◆ **What you are asked to do**
Go over the data and work out how many lines include the word "mouth". Give that number only.

◆ **The input**

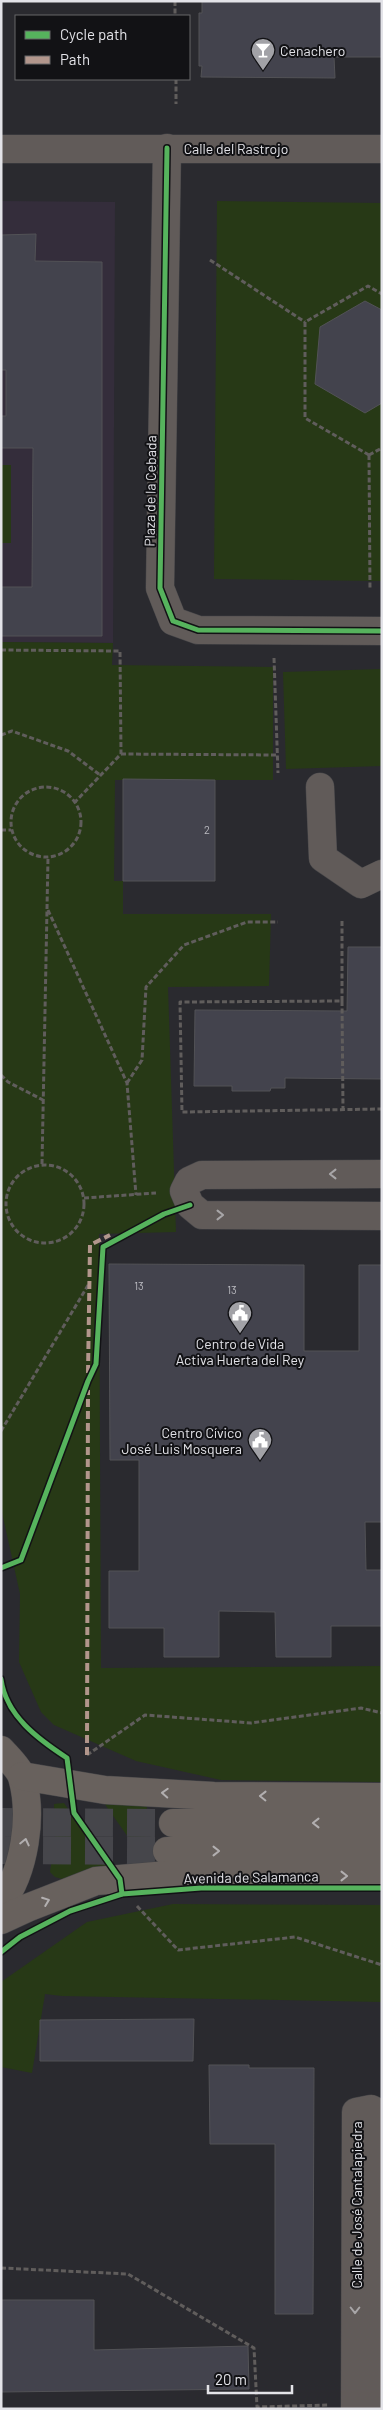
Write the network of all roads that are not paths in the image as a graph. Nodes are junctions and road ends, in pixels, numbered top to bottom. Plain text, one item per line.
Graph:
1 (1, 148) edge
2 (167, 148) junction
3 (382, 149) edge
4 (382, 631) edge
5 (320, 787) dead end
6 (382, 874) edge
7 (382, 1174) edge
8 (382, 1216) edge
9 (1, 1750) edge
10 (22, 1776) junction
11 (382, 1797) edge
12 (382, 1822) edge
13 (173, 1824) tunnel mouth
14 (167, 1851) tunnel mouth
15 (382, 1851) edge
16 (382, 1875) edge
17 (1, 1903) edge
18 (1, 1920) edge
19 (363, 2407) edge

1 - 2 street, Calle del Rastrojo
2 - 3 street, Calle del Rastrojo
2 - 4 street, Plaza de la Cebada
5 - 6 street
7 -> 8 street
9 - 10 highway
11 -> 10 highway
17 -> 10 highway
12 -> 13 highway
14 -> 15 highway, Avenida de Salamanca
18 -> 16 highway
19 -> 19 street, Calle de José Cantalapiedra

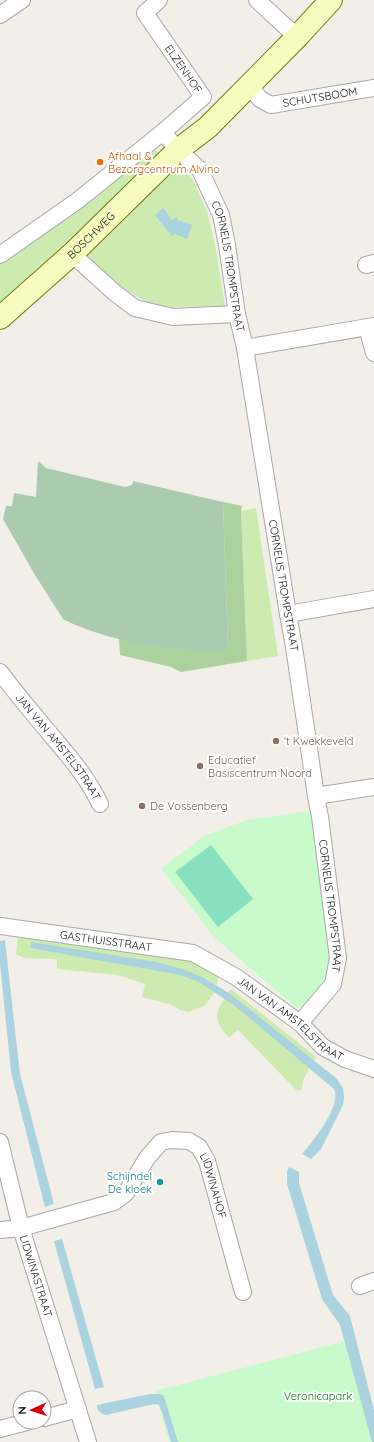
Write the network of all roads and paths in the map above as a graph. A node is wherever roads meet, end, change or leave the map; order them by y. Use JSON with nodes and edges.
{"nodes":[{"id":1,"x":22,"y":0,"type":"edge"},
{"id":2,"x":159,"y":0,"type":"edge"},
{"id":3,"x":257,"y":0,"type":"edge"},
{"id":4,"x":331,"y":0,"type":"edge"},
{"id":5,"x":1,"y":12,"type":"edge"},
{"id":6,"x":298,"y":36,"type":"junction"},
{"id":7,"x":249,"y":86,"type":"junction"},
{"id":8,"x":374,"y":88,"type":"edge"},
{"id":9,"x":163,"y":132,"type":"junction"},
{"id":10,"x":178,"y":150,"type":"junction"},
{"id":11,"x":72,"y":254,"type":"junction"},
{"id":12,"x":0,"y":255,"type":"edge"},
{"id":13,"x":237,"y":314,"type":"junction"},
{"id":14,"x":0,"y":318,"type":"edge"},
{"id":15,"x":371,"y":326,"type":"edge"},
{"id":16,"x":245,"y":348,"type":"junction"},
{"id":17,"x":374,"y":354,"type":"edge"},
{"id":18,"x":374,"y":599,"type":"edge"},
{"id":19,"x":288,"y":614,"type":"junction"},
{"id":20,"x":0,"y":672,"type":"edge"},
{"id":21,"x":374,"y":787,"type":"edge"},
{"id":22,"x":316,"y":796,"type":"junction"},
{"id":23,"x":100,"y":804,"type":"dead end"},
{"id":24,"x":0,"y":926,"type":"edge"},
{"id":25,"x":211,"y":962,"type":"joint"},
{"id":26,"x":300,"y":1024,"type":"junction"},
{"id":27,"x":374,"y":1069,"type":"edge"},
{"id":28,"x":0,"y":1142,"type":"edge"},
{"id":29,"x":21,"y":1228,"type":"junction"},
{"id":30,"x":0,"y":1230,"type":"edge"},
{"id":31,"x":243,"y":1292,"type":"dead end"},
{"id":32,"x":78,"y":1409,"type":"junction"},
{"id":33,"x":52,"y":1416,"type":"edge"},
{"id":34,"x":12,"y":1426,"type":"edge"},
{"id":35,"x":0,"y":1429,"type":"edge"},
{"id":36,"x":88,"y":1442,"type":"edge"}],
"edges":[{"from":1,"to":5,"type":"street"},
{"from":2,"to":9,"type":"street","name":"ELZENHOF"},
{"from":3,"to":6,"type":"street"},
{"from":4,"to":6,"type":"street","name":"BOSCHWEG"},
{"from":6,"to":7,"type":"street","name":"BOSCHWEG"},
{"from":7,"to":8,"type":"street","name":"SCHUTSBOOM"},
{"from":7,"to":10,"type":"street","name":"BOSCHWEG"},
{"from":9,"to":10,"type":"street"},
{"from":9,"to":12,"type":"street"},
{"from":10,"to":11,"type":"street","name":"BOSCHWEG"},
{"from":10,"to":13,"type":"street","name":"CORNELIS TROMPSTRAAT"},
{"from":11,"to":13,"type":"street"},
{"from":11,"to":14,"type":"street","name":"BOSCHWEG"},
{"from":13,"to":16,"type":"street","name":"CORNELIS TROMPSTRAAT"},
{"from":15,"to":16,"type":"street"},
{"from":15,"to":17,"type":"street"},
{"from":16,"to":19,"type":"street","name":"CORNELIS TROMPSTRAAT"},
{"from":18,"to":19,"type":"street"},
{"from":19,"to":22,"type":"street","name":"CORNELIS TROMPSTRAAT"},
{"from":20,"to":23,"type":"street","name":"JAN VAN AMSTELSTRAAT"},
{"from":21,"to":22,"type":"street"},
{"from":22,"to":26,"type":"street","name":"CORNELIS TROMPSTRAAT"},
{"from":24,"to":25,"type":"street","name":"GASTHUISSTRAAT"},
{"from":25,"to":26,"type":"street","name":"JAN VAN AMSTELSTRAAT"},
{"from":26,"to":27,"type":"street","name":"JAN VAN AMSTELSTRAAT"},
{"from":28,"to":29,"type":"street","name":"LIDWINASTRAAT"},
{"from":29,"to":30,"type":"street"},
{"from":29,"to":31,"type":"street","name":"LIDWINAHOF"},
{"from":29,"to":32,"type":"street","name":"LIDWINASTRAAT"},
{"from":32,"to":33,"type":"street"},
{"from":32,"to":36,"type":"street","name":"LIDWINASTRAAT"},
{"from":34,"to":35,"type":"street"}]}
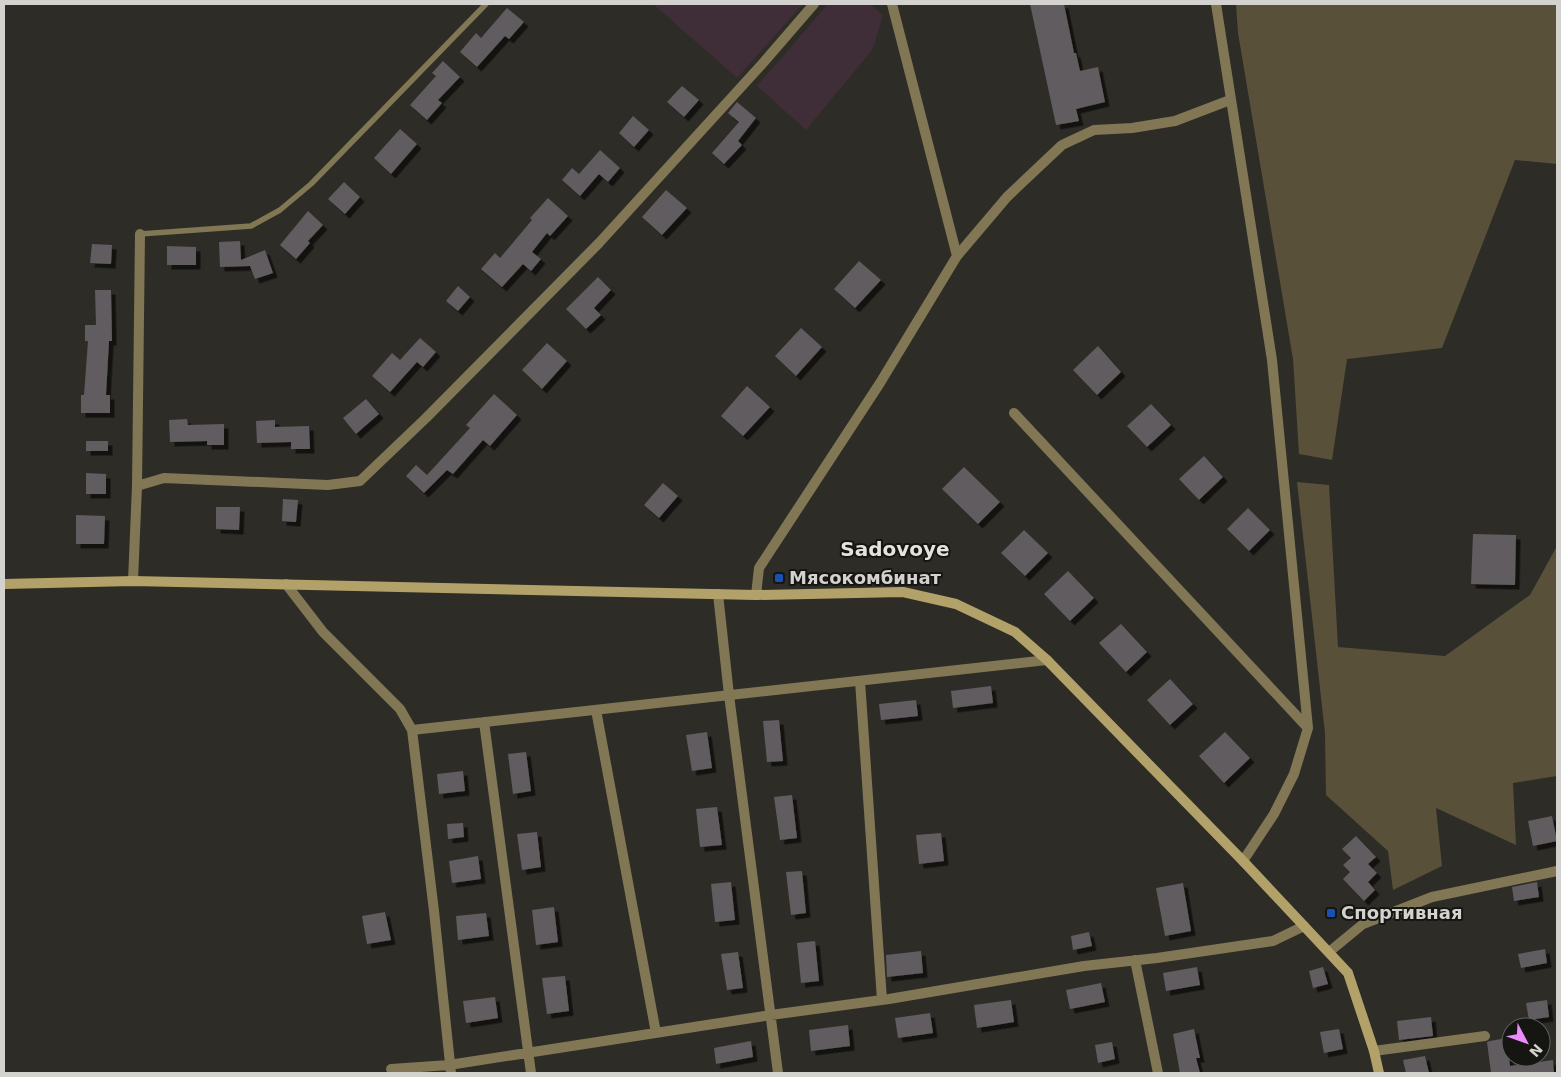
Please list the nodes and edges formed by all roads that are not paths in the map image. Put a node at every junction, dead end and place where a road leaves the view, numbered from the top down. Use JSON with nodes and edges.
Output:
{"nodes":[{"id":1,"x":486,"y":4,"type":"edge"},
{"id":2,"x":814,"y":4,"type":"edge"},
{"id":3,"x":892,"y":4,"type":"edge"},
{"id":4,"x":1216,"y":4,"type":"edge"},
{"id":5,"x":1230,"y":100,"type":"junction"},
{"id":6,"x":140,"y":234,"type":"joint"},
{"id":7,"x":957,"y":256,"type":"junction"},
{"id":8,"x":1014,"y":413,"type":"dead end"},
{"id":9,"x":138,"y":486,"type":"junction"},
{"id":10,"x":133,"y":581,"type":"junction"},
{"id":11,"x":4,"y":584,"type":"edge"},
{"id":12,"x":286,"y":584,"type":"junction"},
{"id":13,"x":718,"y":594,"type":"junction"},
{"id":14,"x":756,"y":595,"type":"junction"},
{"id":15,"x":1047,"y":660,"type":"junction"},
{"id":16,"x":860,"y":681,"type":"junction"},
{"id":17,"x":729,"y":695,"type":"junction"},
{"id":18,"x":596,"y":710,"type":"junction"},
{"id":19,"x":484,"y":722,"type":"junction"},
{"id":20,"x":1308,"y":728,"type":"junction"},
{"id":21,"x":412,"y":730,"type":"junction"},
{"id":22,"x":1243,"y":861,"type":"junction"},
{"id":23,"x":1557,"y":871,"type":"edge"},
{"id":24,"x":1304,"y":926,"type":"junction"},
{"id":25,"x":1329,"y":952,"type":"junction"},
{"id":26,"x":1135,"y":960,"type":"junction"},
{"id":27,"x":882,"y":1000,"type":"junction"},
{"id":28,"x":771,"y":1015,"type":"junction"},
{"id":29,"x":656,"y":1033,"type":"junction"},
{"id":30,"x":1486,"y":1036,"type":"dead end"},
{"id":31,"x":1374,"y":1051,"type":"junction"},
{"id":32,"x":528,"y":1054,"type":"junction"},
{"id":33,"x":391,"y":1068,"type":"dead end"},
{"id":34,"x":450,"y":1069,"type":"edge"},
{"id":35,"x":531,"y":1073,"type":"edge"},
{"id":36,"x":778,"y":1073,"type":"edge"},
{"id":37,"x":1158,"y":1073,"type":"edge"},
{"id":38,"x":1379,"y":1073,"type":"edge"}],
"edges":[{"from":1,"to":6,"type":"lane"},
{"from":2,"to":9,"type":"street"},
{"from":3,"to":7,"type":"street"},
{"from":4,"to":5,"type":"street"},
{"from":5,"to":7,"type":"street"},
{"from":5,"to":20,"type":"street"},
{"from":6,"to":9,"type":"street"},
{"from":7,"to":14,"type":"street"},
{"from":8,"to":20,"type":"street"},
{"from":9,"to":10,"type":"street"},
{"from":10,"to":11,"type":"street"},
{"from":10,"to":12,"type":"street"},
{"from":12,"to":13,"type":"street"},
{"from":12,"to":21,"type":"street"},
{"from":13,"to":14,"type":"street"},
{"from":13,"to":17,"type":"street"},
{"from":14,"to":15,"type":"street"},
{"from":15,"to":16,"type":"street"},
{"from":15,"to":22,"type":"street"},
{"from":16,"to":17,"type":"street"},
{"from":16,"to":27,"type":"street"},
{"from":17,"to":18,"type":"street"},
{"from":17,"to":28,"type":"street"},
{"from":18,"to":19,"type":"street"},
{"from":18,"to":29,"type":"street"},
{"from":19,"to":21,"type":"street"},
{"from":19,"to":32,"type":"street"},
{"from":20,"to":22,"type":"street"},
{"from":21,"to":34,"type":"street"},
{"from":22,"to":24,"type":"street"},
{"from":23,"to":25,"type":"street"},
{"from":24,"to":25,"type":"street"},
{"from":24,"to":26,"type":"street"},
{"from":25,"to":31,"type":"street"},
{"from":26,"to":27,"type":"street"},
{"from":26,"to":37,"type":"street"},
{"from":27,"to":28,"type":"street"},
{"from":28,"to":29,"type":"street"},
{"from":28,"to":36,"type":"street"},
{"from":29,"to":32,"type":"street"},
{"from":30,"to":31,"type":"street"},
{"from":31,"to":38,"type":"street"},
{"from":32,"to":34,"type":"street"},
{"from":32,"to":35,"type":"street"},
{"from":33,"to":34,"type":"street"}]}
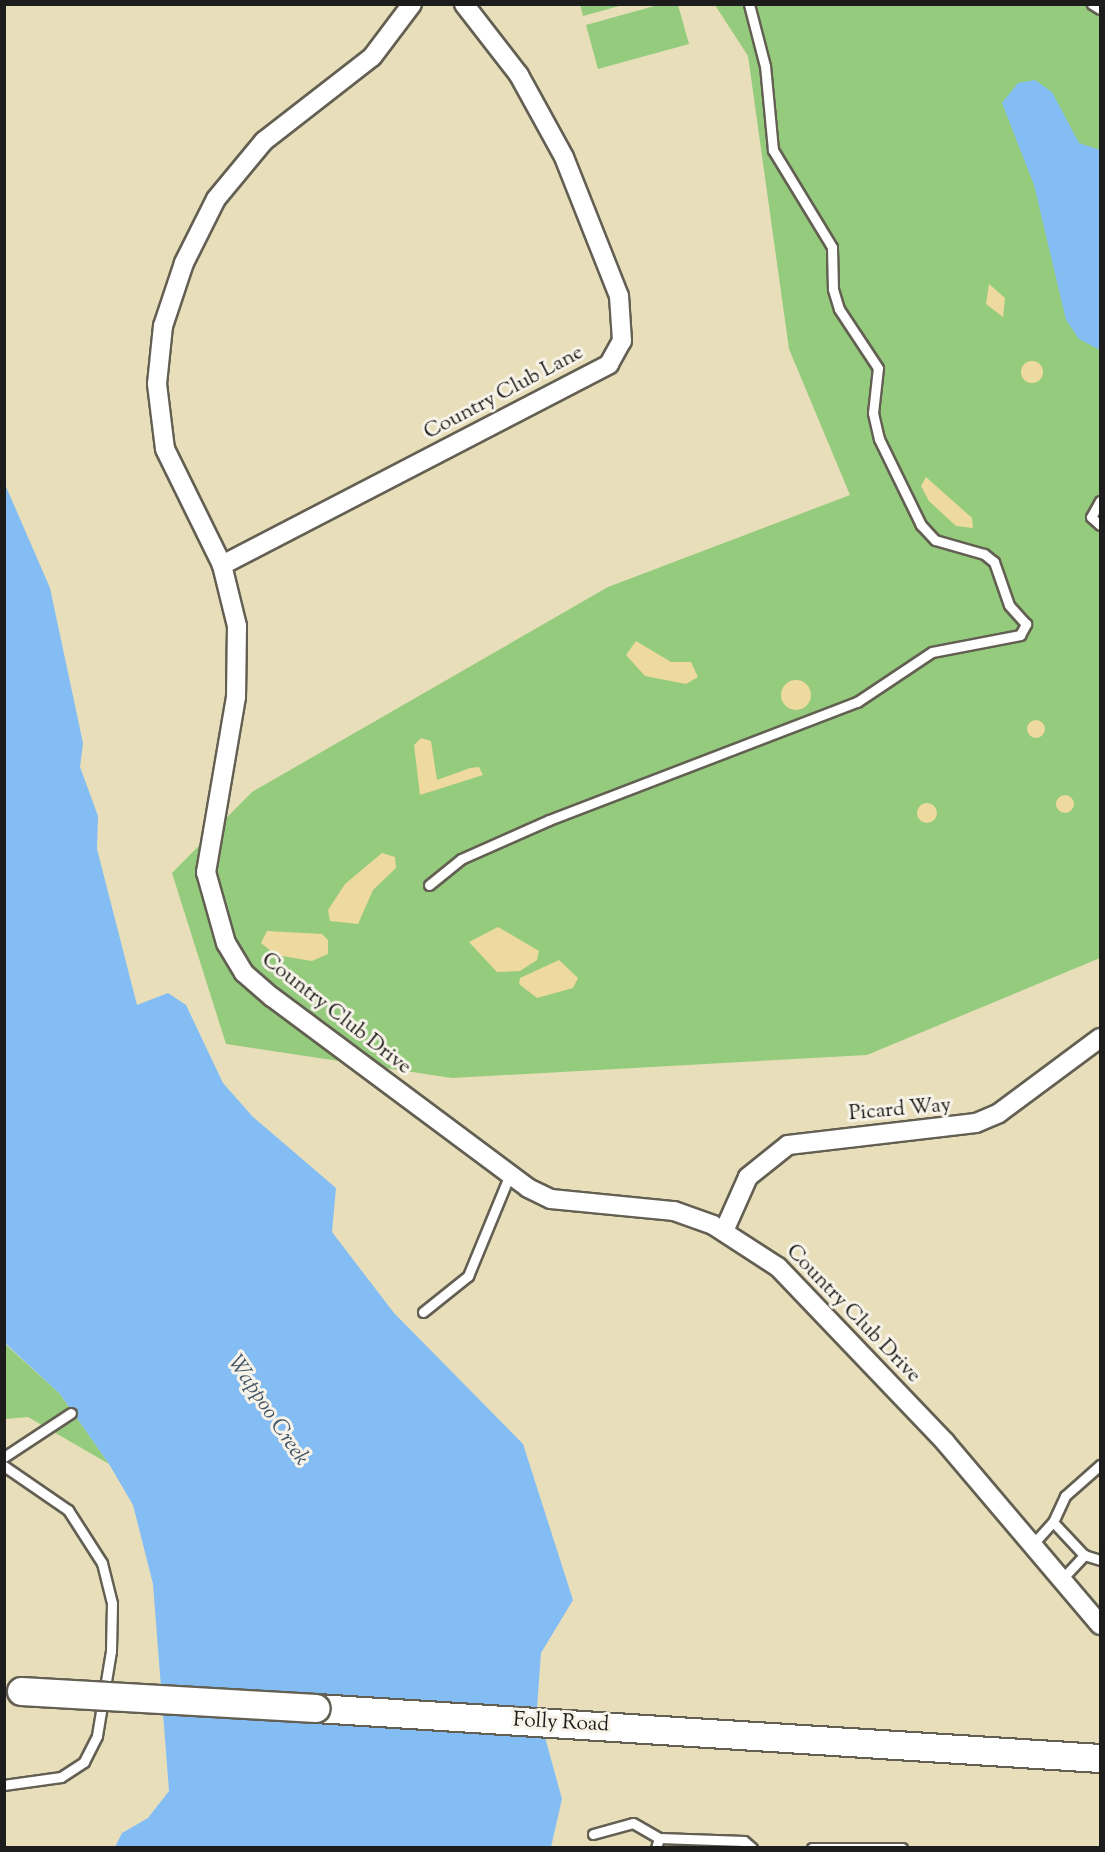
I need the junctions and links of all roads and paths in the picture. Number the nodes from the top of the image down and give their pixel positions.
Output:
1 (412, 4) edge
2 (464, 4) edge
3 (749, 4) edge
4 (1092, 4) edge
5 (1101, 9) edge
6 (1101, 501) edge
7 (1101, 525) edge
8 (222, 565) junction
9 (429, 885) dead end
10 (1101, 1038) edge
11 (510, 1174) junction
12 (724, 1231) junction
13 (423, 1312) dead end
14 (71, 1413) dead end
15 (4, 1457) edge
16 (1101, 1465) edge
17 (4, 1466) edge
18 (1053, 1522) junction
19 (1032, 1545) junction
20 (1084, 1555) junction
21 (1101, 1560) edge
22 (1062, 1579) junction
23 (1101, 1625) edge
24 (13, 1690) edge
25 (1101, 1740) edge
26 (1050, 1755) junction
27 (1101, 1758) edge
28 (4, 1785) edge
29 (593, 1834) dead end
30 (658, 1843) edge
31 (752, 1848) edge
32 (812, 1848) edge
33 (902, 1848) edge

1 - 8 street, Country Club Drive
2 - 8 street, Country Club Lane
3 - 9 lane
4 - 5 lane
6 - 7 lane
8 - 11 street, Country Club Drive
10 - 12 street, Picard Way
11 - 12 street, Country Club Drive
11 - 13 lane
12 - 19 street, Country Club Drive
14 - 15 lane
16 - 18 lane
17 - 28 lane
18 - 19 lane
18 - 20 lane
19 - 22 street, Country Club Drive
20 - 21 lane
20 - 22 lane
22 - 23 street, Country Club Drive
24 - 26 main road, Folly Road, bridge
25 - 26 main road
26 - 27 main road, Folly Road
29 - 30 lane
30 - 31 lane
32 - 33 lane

◆ **Response to this exercise**
2